SpaceX’s $1.75 Trillion IPO Bet Has One Big Starlink Question

SpaceX’s $1.75 Trillion IPO Bet Has One Big Starlink Question

NEW YORK, May 28, 2026, 05:02 (EDT)

SpaceX faced a fresh regulatory test after the U.S. Federal Aviation Administration ordered the company to investigate a Starship booster mishap, putting the rocket system tied to its Starlink expansion back under review. The FAA said the May 22 Flight 12 launch resulted in a mishap involving the Super Heavy booster, with no reports of public injury or public property damage.

The timing matters. Large U.S. mutual funds and passive index funds — funds that track benchmarks such as the S&P 500 — have started setting aside cash and preparing for possible portfolio shifts ahead of blockbuster initial public offerings, including SpaceX and OpenAI, analysts told Reuters.

SpaceX is targeting a valuation of about $1.75 trillion, and the market case now turns on whether Starlink, its satellite-internet arm, can grow from a strong business into infrastructure big enough to carry the group. A filing showed Starlink was the only profitable division in the first quarter, generating $1.19 billion in operating profit, while SpaceX posted a $1.94 billion operating loss on $4.69 billion in revenue.

That is the point Rohit Kulkarni at Roth Capital Partners raised on CNBC’s “The Exchange” last week, when he said the “biggest question” for SpaceX’s valuation is how Starlink scales. The issue is not just launch cadence. It is whether those launches can keep feeding a broadband network at a cost public investors will accept. YouTube

Friday’s Starship flight gave both sides something to work with. The vehicle deployed mock satellites and reached a controlled splashdown in the Indian Ocean, but the Super Heavy booster failed to make a controlled landing in the Gulf of Mexico; Mark Vena, CEO at SmartTech Research, said investors saw evidence the upgraded vehicle was “moving in the right direction.” James Bruegger, chief investment officer at Seraphim Space, said full reusability remains the key to lower launch costs. Reuters

SpaceX also added government business this week. The U.S. Space Force awarded the company a $2.29 billion fixed-price contract for the Space Data Network Backbone, a secure satellite communications network in low Earth orbit, meaning satellites fly closer to Earth to cut signal delay; Colonel Ryan Frazier called it a “strong foundation” for military users. Reuters

Starlink gives SpaceX the clearest revenue story in the filing. Satellite Today, citing the filing, reported that the connectivity segment, driven by Starlink, accounted for $11.4 billion in 2025 revenue, about 61% of company revenue, and that Starlink had 10.3 million subscribers at March 31.
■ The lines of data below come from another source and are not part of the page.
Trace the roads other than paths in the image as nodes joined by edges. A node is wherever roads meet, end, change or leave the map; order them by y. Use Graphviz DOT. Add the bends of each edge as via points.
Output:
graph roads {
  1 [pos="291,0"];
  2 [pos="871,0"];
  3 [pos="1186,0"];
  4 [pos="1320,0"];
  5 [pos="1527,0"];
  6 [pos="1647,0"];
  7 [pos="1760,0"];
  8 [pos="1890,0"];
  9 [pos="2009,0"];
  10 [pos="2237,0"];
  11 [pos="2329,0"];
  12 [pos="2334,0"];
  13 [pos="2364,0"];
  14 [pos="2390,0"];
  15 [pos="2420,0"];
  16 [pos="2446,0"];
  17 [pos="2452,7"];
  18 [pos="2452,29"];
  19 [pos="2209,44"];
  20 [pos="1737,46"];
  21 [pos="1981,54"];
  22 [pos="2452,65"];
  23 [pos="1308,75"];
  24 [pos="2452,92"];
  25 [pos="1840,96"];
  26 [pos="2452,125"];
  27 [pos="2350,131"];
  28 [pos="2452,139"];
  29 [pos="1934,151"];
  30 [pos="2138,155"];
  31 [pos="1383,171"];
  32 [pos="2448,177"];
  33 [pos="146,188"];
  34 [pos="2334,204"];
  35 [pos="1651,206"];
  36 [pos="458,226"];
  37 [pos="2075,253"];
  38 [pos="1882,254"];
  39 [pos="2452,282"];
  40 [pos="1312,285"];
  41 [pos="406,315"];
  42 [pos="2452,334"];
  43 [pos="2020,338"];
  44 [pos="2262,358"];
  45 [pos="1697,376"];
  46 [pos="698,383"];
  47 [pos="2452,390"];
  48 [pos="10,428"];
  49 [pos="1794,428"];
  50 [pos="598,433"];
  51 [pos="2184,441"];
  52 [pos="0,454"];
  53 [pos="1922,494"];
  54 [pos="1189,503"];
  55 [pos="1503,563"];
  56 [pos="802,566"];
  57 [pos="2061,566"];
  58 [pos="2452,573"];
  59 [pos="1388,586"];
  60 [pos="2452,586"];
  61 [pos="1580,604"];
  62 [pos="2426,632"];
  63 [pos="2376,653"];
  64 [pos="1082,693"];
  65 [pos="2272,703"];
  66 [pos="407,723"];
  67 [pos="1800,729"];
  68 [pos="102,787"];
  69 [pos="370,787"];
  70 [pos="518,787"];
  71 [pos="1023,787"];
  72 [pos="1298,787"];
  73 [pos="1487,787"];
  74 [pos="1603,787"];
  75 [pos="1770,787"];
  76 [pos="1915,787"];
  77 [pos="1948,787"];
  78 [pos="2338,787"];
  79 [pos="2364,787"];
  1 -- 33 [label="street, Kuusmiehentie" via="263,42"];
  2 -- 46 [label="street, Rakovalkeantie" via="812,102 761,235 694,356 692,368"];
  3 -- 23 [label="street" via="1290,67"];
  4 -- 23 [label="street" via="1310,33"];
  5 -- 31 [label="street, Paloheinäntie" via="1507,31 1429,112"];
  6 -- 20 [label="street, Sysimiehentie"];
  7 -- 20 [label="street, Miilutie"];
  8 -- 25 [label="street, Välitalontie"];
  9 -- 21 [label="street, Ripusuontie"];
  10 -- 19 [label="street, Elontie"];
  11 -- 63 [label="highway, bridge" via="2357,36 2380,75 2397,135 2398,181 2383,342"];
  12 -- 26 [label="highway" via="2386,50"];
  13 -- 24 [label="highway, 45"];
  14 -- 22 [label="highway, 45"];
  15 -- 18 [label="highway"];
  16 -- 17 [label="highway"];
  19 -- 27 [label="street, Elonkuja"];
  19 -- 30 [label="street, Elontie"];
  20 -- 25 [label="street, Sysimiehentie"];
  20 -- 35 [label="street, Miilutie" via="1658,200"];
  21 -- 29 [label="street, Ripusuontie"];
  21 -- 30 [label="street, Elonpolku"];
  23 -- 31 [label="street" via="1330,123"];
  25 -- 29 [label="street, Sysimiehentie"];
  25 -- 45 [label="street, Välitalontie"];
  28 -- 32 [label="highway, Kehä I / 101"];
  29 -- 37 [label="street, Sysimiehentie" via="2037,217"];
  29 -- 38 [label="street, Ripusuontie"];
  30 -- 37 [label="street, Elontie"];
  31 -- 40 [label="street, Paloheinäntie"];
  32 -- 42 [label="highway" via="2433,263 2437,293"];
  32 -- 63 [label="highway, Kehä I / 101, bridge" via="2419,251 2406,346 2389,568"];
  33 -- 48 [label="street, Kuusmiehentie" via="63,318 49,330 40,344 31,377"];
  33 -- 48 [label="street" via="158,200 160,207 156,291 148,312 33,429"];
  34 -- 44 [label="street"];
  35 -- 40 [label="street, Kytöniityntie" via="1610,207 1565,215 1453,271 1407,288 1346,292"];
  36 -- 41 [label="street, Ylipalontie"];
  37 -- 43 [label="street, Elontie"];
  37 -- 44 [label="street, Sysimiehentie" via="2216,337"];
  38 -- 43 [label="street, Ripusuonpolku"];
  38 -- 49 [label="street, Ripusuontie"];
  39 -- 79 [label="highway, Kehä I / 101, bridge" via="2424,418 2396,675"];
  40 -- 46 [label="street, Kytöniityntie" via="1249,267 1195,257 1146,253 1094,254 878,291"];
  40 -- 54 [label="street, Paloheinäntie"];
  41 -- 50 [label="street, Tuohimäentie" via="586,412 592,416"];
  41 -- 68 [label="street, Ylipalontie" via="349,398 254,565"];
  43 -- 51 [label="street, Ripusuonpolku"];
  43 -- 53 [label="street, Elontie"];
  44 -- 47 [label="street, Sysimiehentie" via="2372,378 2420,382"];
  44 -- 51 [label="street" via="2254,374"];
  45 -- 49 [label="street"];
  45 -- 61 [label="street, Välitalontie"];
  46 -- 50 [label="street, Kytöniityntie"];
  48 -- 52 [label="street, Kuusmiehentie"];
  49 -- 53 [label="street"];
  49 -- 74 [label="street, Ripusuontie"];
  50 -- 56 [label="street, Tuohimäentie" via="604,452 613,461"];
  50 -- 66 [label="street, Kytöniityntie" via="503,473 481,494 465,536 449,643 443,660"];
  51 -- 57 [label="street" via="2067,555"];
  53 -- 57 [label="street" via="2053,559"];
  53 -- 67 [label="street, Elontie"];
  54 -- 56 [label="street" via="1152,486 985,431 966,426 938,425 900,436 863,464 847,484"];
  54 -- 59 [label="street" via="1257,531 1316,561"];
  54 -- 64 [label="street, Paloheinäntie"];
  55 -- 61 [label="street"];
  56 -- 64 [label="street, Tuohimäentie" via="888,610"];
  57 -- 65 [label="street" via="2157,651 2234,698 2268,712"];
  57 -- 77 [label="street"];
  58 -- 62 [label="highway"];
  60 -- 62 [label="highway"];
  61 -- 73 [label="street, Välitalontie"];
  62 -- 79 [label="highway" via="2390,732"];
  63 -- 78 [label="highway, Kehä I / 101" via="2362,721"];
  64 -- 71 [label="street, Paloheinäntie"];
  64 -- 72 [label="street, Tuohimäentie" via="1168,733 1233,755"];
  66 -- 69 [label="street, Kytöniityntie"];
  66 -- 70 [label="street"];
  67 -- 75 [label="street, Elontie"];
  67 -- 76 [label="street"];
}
But scale can thin pricing. Investor’s Business Daily reported that average revenue per user — the monthly revenue SpaceX gets from a typical customer — fell from $99 in 2023 to $66 in the first quarter of 2026 as Starlink expanded internationally and offered lower-priced plans.

The competitive read-through is already showing up in public markets. Reuters reported that SpaceX’s IPO filing pulled fresh attention into listed space names such as Rocket Lab, Planet Labs and AST SpaceMobile, as investors weighed whether a successful SpaceX listing could reset how Wall Street values the sector.

The risk is that Starship remains a work in progress just as investors are being asked to value SpaceX like one of the largest companies in the world. The AP reported that Starship launches are on hold pending the investigation, after the booster separated normally but came down hard instead of making a controlled Gulf splashdown.

SpaceX is aiming to list as early as June 12 on Nasdaq, with investor presentations targeted for June 4 and pricing as early as June 11, Reuters has reported. If that calendar holds, buyers will not just be buying a rocket company. They will be buying a Starlink scale story, tied to a rocket that still has to fly often, cheaply and under FAA sign-off.